Khalil Gibran : La jeunesse et l'espoir (extrait)
Publié le 28 Juillet 2012
Poème dédicace à Serge-Hobo
Tatiana Struchkova
Je vis les voleurs de l'Ignorance piller les trésors de la Connaissance, tandis que les sentinelles de la Lumière sombraient dans le sommeil profond de l'Inaction.
Et je vis deux amants, mais la femme était comme un luth entre les mains de l'homme qui ne savait pas en jouer et ne comprenait que les sons discordants.
Et je vis les forces de la Connaissance assiéger la cité du Privilège Hérité, mais elles étaient peu nombreuses et furent bientôt dispersées.
Et je vis la Liberté qui marchait seule, frappant aux portes et réclamant l'asile, sans que personne prête attention à ses requêtes. Puis je vis la Prodigalité s'avancer avec majesté, et la foule l'acclamer telle la Liberté.
Je vis la Religion s'ensevelir dans les livres et le Doute prendre sa place.
Je vis l'Homme porter les habits de la Patience comme une cape recouvrant la Lâcheté, et appeler la Paresse Tolérance et la Peur Courtoisie.
Je vis l'intrus assis à la table de la Connaissance, prononçant des paroles insensées, mais les invités restaient silencieux.
Je vis l'or utilisé à mauvais escient dans les mains des gaspilleurs, et servir à appâter la haine dans les mains des avares. Mais dans les mains du sage, je ne vis nulle pièce d'or.

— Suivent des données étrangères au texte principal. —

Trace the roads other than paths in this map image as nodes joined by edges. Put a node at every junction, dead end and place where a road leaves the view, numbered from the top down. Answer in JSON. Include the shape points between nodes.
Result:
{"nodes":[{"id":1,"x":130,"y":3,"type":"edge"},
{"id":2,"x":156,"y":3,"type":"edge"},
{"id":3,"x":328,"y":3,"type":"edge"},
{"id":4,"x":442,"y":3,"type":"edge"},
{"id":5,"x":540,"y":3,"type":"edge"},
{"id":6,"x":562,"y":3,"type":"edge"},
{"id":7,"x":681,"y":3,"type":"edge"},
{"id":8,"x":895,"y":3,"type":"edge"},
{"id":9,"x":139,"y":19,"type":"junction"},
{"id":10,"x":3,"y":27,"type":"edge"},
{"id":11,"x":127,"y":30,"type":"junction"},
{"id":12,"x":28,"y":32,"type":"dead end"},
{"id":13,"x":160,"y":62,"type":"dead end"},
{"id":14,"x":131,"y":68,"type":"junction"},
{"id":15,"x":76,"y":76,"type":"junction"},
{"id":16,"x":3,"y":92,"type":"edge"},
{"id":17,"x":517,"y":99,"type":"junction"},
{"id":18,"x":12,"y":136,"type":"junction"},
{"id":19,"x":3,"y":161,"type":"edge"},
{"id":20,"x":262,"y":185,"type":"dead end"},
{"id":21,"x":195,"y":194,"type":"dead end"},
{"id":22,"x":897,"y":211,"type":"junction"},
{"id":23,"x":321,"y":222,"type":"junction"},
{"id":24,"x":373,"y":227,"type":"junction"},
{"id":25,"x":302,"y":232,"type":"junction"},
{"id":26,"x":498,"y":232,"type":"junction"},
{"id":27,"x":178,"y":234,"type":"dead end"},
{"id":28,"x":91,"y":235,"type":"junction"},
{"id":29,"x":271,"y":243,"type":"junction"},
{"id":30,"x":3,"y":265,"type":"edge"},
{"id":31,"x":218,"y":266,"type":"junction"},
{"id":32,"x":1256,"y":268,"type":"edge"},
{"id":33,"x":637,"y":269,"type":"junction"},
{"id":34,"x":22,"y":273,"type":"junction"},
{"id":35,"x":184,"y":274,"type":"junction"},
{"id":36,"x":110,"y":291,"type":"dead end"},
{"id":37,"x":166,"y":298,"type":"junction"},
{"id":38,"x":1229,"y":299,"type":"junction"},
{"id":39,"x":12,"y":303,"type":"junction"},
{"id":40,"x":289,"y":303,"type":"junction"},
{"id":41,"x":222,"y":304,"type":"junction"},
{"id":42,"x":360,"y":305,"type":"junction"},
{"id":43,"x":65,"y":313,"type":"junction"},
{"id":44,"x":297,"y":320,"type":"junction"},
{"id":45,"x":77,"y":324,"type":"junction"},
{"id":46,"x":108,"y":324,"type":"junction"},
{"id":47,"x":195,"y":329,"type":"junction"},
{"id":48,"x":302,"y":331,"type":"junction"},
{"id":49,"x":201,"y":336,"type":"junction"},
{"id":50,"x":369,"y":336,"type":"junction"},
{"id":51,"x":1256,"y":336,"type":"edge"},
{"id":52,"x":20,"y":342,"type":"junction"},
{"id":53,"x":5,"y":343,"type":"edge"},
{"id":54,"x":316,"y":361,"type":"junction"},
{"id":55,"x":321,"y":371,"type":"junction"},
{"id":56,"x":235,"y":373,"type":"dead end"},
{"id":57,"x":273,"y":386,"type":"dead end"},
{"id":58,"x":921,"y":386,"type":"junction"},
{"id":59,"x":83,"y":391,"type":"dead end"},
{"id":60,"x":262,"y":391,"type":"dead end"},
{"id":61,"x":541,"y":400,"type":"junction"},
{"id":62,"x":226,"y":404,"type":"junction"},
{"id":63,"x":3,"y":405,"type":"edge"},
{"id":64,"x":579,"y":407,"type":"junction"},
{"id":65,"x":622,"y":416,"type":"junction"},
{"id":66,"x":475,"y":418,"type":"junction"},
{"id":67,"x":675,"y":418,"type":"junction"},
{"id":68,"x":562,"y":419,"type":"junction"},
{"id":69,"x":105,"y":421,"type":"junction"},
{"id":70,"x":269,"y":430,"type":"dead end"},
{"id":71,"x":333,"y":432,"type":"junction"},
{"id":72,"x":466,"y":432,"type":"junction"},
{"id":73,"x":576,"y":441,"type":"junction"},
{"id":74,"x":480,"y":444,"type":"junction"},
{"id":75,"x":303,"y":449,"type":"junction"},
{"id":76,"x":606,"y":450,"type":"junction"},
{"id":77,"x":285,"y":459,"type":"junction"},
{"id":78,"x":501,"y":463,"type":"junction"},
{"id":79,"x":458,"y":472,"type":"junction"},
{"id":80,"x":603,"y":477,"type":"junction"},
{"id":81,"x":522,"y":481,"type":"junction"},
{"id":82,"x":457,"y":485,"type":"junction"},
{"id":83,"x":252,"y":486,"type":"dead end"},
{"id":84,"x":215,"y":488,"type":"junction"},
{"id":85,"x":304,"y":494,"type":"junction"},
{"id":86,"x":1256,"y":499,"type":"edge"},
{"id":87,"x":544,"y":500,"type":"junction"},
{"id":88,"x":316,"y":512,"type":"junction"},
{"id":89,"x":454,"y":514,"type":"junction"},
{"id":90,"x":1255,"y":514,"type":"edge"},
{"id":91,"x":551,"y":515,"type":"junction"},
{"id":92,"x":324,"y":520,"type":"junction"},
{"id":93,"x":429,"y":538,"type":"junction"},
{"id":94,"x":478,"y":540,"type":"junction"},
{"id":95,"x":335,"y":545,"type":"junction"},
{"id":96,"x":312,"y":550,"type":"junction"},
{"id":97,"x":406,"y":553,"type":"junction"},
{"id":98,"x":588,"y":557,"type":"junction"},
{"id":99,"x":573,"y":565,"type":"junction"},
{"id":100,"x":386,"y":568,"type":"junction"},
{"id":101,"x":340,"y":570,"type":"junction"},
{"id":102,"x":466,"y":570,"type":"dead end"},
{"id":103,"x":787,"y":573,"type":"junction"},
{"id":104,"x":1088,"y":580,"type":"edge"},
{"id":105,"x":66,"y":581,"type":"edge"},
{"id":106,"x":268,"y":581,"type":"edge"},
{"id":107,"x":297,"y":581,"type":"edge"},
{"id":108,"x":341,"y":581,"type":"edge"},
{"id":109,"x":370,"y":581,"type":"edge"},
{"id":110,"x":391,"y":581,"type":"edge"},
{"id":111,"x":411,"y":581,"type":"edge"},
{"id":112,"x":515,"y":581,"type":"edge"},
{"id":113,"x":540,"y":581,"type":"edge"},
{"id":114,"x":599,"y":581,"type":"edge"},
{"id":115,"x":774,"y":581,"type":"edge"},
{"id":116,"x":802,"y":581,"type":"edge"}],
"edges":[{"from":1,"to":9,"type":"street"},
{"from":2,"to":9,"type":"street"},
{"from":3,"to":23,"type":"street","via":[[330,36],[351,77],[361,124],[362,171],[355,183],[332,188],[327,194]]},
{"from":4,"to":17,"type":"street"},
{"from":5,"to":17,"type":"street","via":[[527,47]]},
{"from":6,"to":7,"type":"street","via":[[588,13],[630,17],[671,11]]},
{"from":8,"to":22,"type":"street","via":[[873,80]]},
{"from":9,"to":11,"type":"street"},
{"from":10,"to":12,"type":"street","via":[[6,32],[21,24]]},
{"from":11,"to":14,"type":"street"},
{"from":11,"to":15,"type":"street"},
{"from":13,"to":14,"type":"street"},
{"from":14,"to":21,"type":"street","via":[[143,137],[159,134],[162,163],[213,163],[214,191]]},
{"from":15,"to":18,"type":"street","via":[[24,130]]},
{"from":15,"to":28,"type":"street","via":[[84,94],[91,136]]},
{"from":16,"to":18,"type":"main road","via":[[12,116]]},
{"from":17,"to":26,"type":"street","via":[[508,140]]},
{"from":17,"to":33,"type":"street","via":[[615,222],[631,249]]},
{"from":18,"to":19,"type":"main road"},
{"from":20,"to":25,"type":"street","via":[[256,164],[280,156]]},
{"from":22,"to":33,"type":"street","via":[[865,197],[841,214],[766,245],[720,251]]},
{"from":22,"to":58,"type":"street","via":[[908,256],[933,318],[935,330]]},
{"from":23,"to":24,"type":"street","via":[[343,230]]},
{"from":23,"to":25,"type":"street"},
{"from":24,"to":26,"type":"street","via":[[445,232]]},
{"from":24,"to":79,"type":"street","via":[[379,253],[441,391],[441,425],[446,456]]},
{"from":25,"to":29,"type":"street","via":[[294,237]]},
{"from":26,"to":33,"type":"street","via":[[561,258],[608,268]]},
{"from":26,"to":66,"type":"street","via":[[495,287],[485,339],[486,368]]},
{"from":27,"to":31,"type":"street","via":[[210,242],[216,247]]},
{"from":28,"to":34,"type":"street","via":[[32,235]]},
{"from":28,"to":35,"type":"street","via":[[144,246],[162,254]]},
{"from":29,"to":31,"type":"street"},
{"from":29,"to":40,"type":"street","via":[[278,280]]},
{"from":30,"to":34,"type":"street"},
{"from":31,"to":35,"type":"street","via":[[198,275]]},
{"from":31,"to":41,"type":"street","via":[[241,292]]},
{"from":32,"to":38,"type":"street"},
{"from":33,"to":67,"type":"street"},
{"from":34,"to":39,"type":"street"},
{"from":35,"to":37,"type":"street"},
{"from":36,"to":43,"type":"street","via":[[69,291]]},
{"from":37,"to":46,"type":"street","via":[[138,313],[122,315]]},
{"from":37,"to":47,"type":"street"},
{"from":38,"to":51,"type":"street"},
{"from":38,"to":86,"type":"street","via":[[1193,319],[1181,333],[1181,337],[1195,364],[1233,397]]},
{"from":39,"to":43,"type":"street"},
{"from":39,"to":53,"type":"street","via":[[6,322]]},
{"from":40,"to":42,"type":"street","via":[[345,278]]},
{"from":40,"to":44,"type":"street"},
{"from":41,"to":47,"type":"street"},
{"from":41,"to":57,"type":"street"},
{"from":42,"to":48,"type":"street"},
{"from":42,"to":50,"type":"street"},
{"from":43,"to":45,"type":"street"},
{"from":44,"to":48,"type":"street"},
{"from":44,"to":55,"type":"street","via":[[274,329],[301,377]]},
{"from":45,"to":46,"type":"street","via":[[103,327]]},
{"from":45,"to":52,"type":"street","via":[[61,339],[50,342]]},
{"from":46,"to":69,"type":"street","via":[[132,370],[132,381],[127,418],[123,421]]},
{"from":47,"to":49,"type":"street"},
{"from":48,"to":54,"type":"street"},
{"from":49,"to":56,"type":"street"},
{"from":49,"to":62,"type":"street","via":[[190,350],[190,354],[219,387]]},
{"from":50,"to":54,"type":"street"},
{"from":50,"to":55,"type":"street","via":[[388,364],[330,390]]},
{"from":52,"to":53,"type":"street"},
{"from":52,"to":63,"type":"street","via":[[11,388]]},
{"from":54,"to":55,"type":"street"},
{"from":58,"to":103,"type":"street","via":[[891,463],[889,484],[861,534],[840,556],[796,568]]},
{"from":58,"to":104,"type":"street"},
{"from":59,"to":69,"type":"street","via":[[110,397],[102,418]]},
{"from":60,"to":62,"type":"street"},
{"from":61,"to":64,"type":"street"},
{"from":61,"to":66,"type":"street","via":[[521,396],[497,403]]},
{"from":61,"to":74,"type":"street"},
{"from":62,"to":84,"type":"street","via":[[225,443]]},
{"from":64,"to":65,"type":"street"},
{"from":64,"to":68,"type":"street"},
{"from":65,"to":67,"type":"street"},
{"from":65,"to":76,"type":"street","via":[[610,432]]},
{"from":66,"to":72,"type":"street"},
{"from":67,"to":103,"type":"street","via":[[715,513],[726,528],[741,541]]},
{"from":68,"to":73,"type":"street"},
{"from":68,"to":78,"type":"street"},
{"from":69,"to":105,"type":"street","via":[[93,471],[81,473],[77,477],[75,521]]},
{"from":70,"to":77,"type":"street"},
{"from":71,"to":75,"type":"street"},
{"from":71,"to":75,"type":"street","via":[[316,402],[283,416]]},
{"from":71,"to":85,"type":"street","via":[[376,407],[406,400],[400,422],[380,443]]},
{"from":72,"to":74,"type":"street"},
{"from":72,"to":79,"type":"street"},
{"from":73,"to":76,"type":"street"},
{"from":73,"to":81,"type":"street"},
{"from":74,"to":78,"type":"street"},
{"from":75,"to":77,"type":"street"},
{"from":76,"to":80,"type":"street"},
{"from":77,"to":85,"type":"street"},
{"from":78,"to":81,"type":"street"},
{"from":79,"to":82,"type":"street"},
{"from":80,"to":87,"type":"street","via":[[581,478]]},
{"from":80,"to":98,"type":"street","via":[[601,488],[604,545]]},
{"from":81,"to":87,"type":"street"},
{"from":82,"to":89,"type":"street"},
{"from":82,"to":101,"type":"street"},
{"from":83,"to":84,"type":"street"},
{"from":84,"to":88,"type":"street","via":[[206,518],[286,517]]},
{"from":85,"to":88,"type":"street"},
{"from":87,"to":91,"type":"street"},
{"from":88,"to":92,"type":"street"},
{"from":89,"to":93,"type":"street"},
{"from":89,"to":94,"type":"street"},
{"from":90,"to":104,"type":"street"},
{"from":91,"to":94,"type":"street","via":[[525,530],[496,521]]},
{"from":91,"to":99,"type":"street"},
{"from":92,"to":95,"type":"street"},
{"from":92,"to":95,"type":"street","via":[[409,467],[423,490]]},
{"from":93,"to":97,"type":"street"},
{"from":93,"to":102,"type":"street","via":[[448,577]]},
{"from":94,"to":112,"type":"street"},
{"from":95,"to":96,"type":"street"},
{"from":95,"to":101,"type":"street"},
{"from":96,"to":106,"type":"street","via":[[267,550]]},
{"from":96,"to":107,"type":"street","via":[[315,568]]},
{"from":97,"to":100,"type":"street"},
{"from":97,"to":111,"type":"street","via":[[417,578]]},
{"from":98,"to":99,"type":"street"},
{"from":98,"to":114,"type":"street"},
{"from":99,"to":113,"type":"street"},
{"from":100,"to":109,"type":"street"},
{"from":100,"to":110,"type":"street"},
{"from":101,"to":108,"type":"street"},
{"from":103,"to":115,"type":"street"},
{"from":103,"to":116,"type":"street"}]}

Lorsque je vis toutes ces choses, je m'écriai de douleur : "Ô fille de Zeus, est-ce vraiment cela la Terre ? Est-ce cela l'Homme ?"
D'une voix douce et anxieuse, elle répondit : "Ce que tu vois est le chemin de l'Ame, pavé de pierres tranchantes et tapissé d'épines. Ce n'est que l'ombre de l'Homme, La Nuit.
Mais attends ! Bientôt le Matin se lèvera !
Puis elle posa une main délicate sur mes yeux et, quand elle la retira, je vis la Jeunesse, cheminer lentement à mes côtés, tandis que devant nous, marchant en tête, avançait l'Espoir.